It’s Still Junk Food
Why “Made with Avocado Oil” Doesn’t Make That Chip a Salad
By Mark J Kaylor
QUICK SUMMARY
Today’s food marketing is sneakier than ever, dressing up junk food in wellness buzzwords like “keto,” “avocado oil,” and even “mushroom-powered.” But don’t be fooled. A chip is still a chip. A soda with “real sugar” is still a soda. This blog calls out the health halos and industry spin to help you cut through the hype, and reclaim the power of real food.
Let’s play a game. You’re walking through your favorite grocery store or scrolling a health food website, trying to make better choices. You spot a bag of potato chips—but wait! These aren’t just any chips. They’re “Made with Avocado Oil.” The package is earth-toned, maybe even matte-finished. The font looks hand drawn. There’s a non-GMO seal and a little heart icon telling you this snack loves you back.

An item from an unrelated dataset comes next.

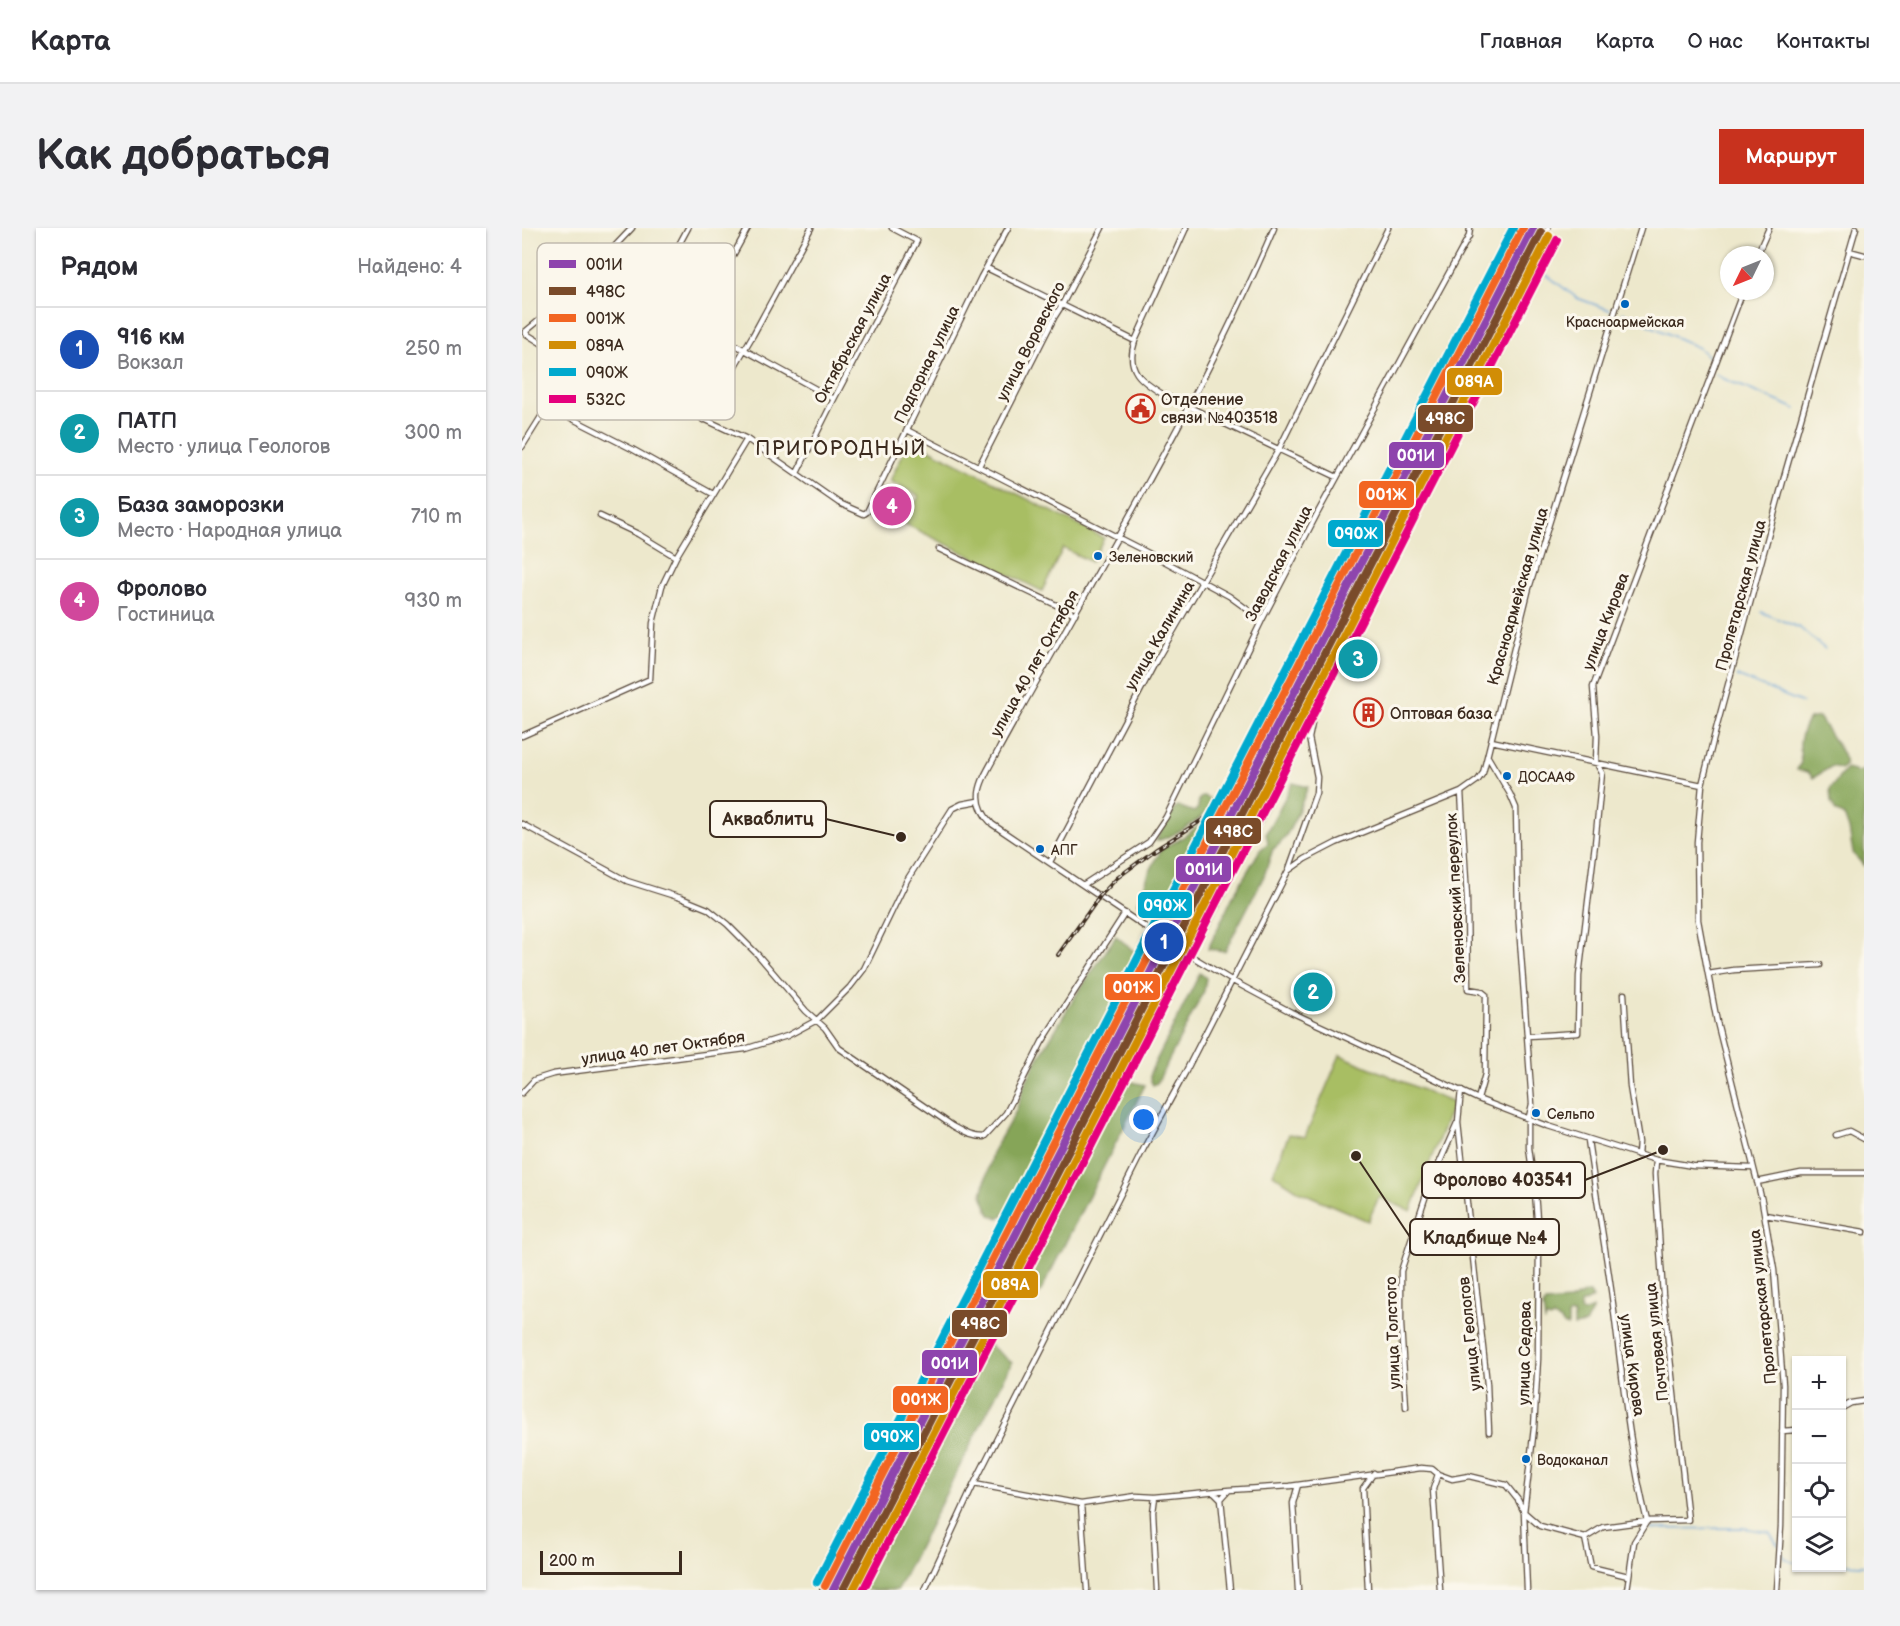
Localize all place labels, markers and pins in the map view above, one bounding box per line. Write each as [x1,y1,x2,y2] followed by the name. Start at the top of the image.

You grab it, feeling a little proud. After all, you’re not buying junk food.
But here’s the truth:
It’s still junk food.
It just got a wellness makeover.
Dressing Up the Usual Suspects
This isn’t a new trick. Food companies have long been masters of disguise. In the ‘90s, we were sold “fat-free” cookies as health food, even though they were loaded with sugar and artificial thickeners. In the early 2000s, the phrase “made with whole grains” exploded on breakfast cereals so sweet they might as well have been dessert. Even gummy bears got into the game with their brief stint as a source of vitamin C.
Now it’s 2026, and the game has simply evolved.
Today, the marketing spotlight shines on buzzwords like “keto-friendly,” “adaptogen-infused,” “paleo-approved,” and “clean label.” And the industry is playing to our aspirations, not our intelligence. They know we want to feel good about what we eat, so they give us snacks that sound healthy, without making them actually be healthy.
The New Health Halo
Let’s call out a few of the modern food illusions. Because once you see them, you can’t unsee them.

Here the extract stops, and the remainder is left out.